Fred complained that:
We don't present all main views or even the predominant view. We censor views we feel are incorrect and substitute euphemisms; so East Germany becomes a "socialist country", not a totalitarian Marxist-Leninist government imposed by fiat on the Soviet Zone of occupied Germany.
One way to solve this problem is to identify the term "socialist" as Marxist terminology. I finally managed to wedge into the [[Communist state]] article the FACT that Marxists classify societies by their economic system, while the West generally classify societies by the political system.
So Marxists call various nations "Capitalist countries" or "Socialist countries" (that's their main division, anyway).
Meanwhile, people like Fred and me call various nations "Democratic countries" or "dictatorships" or "Totalitarian countries".
Note that the categories overlap but do not entirely coincide!
There are two crucially different spectrums being used as classification schemes here.
So, an article can say that:
* Marxists called East Germany a "socialist country", because its economic system was blah blah blah. * Prof. John Doe of XYZ University (or PDQ Thinktank) called East Germany a "totalitarian country" because its political system was yadda yadda yadda.
Fred, will this satisfy you?
Ed Poor Professional Peacemaker
On Thu, 12 Feb 2004, Poor, Edmund W wrote:
Fred complained that:
We don't present all main views or even the predominant view.

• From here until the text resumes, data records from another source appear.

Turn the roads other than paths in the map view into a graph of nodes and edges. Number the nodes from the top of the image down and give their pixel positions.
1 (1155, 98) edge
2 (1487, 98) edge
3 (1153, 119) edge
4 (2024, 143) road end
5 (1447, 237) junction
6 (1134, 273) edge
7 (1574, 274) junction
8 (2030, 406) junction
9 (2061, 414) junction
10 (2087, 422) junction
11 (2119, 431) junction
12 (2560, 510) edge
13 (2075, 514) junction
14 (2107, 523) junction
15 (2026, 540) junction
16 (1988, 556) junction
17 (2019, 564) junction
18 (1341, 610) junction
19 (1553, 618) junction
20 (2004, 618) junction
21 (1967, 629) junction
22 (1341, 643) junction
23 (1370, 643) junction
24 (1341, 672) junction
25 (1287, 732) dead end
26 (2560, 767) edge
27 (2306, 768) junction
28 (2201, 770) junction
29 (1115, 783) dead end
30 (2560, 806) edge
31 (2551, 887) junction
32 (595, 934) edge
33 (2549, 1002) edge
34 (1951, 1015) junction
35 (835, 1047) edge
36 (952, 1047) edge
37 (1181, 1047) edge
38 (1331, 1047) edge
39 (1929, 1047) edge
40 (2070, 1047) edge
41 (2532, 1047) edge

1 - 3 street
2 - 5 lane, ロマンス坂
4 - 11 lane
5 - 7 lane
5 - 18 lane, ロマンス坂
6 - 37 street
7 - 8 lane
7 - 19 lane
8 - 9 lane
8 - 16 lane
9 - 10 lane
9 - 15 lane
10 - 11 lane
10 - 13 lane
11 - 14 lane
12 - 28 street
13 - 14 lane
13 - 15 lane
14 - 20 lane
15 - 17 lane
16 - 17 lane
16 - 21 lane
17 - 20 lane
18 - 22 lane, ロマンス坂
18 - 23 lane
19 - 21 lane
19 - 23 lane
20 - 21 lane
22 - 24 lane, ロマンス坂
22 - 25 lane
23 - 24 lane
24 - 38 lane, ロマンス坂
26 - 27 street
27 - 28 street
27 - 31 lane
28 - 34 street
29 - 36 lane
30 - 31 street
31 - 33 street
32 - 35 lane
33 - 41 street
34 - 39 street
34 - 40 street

We censor views we feel are incorrect and substitute euphemisms; so East Germany becomes a "socialist country", not a totalitarian Marxist-Leninist government imposed by fiat on the Soviet Zone of occupied Germany.
One way to solve this problem is to identify the term "socialist" as Marxist terminology. I finally managed to wedge into the [[Communist state]] article the FACT that Marxists classify societies by their economic system, while the West generally classify societies by the political system.

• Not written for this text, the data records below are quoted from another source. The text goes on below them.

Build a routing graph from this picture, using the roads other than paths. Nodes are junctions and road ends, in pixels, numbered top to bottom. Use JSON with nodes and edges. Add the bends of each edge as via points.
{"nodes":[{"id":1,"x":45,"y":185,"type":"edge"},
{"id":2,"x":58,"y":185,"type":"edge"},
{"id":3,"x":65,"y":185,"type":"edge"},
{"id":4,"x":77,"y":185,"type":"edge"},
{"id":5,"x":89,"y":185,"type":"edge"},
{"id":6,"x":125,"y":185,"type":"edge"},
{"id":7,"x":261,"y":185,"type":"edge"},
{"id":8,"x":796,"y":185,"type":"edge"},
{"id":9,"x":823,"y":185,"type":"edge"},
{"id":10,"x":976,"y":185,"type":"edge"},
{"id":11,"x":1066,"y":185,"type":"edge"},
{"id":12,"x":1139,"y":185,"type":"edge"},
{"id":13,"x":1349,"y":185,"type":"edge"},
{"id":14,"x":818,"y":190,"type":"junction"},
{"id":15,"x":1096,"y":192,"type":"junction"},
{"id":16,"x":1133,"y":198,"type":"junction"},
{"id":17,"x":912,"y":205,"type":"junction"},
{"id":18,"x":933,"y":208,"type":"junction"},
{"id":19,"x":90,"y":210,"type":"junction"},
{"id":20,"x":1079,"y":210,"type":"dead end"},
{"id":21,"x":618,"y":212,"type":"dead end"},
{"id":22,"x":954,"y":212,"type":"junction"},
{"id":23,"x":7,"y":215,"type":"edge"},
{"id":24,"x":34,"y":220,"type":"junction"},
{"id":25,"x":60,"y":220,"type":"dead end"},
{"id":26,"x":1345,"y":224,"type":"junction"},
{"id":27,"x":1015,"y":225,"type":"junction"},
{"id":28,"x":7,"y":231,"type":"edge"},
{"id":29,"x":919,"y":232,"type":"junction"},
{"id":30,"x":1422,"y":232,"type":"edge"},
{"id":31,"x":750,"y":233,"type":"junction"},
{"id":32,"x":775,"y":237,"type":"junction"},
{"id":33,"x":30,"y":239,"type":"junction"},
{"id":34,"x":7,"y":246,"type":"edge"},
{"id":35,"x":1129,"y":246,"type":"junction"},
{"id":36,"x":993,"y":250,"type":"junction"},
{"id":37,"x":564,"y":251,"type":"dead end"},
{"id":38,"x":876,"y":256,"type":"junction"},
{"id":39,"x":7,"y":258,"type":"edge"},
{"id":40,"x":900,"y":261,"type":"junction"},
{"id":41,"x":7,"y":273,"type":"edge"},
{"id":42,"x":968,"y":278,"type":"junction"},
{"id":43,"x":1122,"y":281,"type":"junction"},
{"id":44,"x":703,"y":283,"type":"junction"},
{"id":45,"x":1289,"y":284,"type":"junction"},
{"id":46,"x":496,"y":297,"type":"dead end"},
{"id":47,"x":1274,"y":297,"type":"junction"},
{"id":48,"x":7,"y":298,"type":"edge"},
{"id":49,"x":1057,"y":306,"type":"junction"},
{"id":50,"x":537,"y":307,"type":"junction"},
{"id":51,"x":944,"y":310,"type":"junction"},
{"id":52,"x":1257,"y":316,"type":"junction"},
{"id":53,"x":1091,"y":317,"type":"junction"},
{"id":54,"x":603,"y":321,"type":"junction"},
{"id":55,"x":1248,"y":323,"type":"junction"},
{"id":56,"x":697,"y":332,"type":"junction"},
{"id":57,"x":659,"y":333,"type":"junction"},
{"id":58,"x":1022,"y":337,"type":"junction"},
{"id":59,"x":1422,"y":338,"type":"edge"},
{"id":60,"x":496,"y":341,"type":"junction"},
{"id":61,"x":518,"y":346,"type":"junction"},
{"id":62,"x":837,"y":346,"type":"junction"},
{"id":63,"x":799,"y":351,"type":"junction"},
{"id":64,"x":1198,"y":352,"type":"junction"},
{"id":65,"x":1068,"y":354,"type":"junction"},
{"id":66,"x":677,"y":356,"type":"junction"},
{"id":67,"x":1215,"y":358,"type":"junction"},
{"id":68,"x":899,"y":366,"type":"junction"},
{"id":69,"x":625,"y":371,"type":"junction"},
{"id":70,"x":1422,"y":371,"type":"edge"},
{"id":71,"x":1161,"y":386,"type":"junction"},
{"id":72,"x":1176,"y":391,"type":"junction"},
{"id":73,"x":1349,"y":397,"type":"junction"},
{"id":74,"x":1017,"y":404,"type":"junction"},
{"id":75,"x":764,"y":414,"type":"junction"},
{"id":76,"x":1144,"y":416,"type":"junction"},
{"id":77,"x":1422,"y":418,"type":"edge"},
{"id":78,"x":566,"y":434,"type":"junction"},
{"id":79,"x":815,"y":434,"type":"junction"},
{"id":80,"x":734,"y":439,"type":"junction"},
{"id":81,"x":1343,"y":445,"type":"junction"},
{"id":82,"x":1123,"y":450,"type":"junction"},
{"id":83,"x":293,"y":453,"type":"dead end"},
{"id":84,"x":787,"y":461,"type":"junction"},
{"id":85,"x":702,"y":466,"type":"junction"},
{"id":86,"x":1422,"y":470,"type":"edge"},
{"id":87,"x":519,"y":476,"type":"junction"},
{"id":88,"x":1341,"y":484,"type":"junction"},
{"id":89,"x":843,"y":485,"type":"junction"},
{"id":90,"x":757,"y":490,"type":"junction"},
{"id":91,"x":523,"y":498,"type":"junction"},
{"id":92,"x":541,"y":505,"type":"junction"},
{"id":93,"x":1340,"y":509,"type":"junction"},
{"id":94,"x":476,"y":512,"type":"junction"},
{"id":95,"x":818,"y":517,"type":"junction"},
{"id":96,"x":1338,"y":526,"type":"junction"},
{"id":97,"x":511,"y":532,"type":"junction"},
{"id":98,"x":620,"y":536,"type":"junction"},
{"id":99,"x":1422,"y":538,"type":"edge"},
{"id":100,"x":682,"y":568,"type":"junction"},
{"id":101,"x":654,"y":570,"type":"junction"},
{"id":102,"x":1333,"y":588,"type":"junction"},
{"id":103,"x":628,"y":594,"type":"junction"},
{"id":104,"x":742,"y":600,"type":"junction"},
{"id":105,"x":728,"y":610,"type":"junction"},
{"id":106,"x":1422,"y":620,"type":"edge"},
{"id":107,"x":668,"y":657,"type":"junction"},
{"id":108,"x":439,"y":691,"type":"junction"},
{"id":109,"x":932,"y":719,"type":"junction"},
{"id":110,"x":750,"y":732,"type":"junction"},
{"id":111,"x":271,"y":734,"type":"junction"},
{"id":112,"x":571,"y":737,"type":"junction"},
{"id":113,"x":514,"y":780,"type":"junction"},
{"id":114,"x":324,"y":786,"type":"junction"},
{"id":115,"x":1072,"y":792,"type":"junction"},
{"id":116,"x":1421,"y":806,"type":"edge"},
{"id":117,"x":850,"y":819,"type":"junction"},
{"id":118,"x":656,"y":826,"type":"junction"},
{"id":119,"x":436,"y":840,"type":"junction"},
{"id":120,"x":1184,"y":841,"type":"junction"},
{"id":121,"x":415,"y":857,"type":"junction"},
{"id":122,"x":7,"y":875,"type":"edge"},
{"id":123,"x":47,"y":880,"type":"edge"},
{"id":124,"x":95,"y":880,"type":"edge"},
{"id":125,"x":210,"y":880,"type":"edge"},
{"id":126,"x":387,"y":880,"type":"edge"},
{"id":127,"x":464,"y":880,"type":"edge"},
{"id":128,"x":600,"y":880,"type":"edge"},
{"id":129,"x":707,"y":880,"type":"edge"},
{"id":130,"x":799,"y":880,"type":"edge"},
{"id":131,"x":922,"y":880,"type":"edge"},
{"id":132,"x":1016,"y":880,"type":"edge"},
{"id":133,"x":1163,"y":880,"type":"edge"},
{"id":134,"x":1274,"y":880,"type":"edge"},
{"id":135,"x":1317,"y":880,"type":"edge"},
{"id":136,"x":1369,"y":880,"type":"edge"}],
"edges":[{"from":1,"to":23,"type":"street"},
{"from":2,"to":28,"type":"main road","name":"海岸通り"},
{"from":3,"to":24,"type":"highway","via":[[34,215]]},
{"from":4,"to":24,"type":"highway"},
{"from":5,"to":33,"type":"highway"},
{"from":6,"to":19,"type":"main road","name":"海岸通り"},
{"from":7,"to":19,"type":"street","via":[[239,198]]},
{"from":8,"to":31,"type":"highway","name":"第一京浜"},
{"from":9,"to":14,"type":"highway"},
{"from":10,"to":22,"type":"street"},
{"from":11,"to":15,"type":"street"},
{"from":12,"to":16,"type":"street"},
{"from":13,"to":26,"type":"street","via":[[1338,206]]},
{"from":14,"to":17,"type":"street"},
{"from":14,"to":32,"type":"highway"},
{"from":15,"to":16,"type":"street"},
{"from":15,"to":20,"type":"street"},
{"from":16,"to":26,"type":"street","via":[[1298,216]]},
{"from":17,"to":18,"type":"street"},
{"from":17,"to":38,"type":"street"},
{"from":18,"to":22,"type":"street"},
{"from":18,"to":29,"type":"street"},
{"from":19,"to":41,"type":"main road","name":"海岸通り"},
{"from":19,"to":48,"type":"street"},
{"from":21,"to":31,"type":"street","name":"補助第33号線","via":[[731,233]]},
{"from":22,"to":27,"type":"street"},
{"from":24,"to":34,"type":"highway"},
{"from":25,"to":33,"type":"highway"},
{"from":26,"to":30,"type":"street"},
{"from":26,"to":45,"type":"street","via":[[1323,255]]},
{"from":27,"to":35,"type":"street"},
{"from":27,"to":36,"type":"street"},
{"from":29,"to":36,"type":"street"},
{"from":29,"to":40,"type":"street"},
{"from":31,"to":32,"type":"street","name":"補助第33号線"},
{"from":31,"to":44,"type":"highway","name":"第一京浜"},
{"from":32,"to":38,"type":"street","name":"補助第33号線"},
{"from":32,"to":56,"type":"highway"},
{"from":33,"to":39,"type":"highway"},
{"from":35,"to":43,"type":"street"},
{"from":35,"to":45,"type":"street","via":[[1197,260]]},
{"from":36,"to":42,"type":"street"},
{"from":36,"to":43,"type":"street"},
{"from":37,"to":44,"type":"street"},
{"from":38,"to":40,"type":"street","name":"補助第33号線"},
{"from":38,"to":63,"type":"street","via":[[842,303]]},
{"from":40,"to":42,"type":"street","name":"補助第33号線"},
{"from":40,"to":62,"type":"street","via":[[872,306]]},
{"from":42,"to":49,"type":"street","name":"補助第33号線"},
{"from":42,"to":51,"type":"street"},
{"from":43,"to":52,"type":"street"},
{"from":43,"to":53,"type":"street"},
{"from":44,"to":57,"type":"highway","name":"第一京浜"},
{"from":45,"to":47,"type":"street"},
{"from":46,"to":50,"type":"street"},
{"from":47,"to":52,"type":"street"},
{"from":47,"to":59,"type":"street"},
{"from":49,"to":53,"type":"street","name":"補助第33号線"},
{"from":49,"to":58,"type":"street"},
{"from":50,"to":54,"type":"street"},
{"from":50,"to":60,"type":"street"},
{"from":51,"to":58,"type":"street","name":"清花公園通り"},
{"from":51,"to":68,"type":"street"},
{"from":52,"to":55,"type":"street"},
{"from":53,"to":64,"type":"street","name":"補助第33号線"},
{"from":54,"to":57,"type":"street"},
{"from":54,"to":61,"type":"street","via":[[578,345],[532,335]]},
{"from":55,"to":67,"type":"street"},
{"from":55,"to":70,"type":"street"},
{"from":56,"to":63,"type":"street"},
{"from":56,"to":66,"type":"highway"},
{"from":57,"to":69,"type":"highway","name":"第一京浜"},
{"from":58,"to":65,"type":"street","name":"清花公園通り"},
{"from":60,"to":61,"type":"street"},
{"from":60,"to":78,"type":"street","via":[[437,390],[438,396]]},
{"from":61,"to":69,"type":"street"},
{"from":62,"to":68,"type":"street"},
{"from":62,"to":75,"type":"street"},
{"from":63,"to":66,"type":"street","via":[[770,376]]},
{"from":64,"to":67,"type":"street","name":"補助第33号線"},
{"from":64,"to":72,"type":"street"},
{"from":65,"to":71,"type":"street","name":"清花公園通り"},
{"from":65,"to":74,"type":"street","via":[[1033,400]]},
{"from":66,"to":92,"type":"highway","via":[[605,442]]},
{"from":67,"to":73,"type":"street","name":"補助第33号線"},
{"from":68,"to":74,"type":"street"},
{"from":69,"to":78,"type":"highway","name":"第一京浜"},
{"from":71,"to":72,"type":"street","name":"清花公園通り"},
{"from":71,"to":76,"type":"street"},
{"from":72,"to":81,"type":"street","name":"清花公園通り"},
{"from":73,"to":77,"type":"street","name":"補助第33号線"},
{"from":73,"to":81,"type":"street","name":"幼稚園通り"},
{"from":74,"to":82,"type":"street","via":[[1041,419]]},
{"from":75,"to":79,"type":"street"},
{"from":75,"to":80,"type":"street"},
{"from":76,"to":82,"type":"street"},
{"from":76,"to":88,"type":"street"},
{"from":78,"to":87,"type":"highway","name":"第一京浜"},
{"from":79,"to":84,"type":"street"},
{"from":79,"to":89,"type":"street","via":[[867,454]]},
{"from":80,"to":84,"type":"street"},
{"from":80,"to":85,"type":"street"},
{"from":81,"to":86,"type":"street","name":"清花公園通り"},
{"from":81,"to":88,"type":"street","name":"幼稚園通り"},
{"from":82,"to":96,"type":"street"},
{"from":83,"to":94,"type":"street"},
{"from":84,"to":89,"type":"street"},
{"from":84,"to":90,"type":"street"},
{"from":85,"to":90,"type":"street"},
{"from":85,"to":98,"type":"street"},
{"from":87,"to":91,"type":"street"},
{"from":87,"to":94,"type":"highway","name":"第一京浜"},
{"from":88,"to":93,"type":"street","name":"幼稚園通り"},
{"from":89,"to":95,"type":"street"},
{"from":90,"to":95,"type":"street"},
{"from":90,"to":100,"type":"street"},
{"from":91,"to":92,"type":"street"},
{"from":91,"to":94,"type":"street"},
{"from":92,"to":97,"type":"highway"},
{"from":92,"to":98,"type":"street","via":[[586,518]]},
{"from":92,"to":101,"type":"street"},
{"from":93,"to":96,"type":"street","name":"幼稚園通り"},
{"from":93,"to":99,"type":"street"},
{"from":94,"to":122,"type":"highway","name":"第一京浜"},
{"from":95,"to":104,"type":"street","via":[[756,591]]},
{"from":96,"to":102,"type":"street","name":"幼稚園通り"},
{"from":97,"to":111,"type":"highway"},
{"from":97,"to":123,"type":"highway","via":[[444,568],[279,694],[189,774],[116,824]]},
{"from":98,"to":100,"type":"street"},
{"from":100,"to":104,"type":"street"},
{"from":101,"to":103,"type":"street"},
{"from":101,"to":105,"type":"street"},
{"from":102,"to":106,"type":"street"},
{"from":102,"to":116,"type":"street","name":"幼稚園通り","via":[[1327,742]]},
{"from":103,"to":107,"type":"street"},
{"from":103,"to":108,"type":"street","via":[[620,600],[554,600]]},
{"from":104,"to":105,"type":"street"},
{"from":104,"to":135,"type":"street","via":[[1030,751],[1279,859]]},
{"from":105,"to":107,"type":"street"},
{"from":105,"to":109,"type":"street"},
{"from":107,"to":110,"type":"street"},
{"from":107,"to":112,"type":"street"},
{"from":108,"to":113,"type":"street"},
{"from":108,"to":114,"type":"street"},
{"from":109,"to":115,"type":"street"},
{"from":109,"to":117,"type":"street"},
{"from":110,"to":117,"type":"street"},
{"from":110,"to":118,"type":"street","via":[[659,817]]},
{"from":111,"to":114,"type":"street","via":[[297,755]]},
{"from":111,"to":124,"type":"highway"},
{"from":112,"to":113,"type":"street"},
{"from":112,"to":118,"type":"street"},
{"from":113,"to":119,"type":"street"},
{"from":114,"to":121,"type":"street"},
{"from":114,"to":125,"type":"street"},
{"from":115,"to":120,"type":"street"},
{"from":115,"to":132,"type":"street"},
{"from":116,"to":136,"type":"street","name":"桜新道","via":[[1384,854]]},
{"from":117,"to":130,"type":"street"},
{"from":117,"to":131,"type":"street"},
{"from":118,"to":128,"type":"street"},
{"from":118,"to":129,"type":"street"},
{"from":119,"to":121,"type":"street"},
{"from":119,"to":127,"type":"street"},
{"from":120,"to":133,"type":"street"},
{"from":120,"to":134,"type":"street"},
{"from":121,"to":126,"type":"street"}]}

So Marxists call various nations "Capitalist countries" or "Socialist countries" (that's their main division, anyway).
Meanwhile, people like Fred and me call various nations "Democratic countries" or "dictatorships" or "Totalitarian countries".
Note that the categories overlap but do not entirely coincide!

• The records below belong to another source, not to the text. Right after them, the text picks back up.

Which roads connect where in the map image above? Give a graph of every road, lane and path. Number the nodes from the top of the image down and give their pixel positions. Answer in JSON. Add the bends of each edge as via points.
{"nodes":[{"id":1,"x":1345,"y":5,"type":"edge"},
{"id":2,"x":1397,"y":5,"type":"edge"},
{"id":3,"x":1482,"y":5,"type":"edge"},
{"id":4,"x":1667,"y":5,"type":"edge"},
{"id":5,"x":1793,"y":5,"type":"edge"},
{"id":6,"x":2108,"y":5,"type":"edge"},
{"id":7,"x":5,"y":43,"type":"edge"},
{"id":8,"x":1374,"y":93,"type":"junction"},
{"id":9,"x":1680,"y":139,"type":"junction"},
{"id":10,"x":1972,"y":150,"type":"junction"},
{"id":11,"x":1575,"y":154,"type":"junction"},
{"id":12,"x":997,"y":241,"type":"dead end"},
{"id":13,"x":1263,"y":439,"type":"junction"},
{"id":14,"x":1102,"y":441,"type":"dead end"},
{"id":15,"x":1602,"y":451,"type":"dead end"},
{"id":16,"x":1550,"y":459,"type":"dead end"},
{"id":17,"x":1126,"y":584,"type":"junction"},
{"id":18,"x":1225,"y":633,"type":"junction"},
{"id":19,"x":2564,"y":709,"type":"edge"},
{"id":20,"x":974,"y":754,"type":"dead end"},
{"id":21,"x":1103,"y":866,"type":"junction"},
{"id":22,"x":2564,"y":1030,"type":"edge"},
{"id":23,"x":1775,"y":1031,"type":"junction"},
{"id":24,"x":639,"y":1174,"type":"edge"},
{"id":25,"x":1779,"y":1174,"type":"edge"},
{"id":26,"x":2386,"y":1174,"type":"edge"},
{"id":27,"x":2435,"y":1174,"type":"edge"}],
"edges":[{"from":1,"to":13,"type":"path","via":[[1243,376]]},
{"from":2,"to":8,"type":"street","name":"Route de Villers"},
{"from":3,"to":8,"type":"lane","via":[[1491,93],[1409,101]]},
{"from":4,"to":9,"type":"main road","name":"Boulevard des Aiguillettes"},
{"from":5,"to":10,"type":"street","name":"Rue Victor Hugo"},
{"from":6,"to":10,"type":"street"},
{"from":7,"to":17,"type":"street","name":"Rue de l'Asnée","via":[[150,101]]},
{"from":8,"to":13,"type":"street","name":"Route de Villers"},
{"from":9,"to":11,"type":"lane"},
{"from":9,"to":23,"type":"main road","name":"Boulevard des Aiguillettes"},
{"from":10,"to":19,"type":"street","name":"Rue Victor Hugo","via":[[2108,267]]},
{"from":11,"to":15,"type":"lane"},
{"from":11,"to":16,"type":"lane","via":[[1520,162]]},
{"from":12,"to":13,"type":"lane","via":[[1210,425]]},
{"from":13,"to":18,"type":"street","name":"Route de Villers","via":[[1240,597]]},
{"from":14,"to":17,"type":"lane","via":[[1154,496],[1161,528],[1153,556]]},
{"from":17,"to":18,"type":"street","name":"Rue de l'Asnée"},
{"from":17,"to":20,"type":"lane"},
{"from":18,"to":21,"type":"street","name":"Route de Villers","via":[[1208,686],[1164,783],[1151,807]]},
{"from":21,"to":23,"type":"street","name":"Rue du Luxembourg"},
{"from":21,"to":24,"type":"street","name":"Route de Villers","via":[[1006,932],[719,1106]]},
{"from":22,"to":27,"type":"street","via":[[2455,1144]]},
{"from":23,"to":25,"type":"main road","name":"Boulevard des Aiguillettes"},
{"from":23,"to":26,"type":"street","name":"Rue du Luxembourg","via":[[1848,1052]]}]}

There are two crucially different spectrums being used as classification schemes here.
So, an article can say that:
- Marxists called East Germany a "socialist country", because its
economic system was blah blah blah.
- Prof. John Doe of XYZ University (or PDQ Thinktank) called East
Germany a "totalitarian country" because its political system was yadda yadda yadda.
I think you miss the point here, Ed. From what I know of East Germany, the citizens *believed* (whether or not correctly) that they lived in a socialist country. I'm basing this on a couple of data:
*Back in 1997, I happened to be in Berlin, where I had the chance to visit many of the museums. (The Pergamon Museum is definitely not to be missed.) At a museum on Under den Linden Strasse (the name escapes me, & I can't find my notes) there was an exhibit on the iconography used in the propaganda of the former DDR. One aspect that still stays with me from that exhibit concerned the commentary on the various items of the exhibit: the English text was clearly not a complete translation of the German text! Intregued, & although my German at the time was still rusty, I compared the two versions from display to display to find out what was omitted -- & perhaps why.
The upshot of my comparisons was that the German text spent far more time wrestling with the problem that a centrally planned economy did not work. And when discussing the major crisis of the history of the DDR -- a Five Year Plan in the late 1950s that caused massive damage to the economy, famine, & led to massive emigration to the West & the Berlin Wall -- the German text blamed Soviet interference with the German economy. Evidently, the German people expect their government not only to be efficient, but paternal in its functions. (A conclusion I hold only unless corrected by my fellow Wikipedians from Germany.)
*In 1976, when I was a camp counselor for the YMCA, there was an exchange student from Yugoslavia, who sincerely believed that Communism was the best form of government. Whether he still holds this belief now is another matter.
It must needs be noted that even socialists still debate whether or not the Soviet Union, China, et alia, are or were truly socialist economies; as a frined of mine who is far more versed in this political theory once told me, when I asked him whether the Open Source development model was an example of "socialism that works" -- "There's no truly commonly accepted definition of what socialism actually is. Socialism is whatever someone says it is."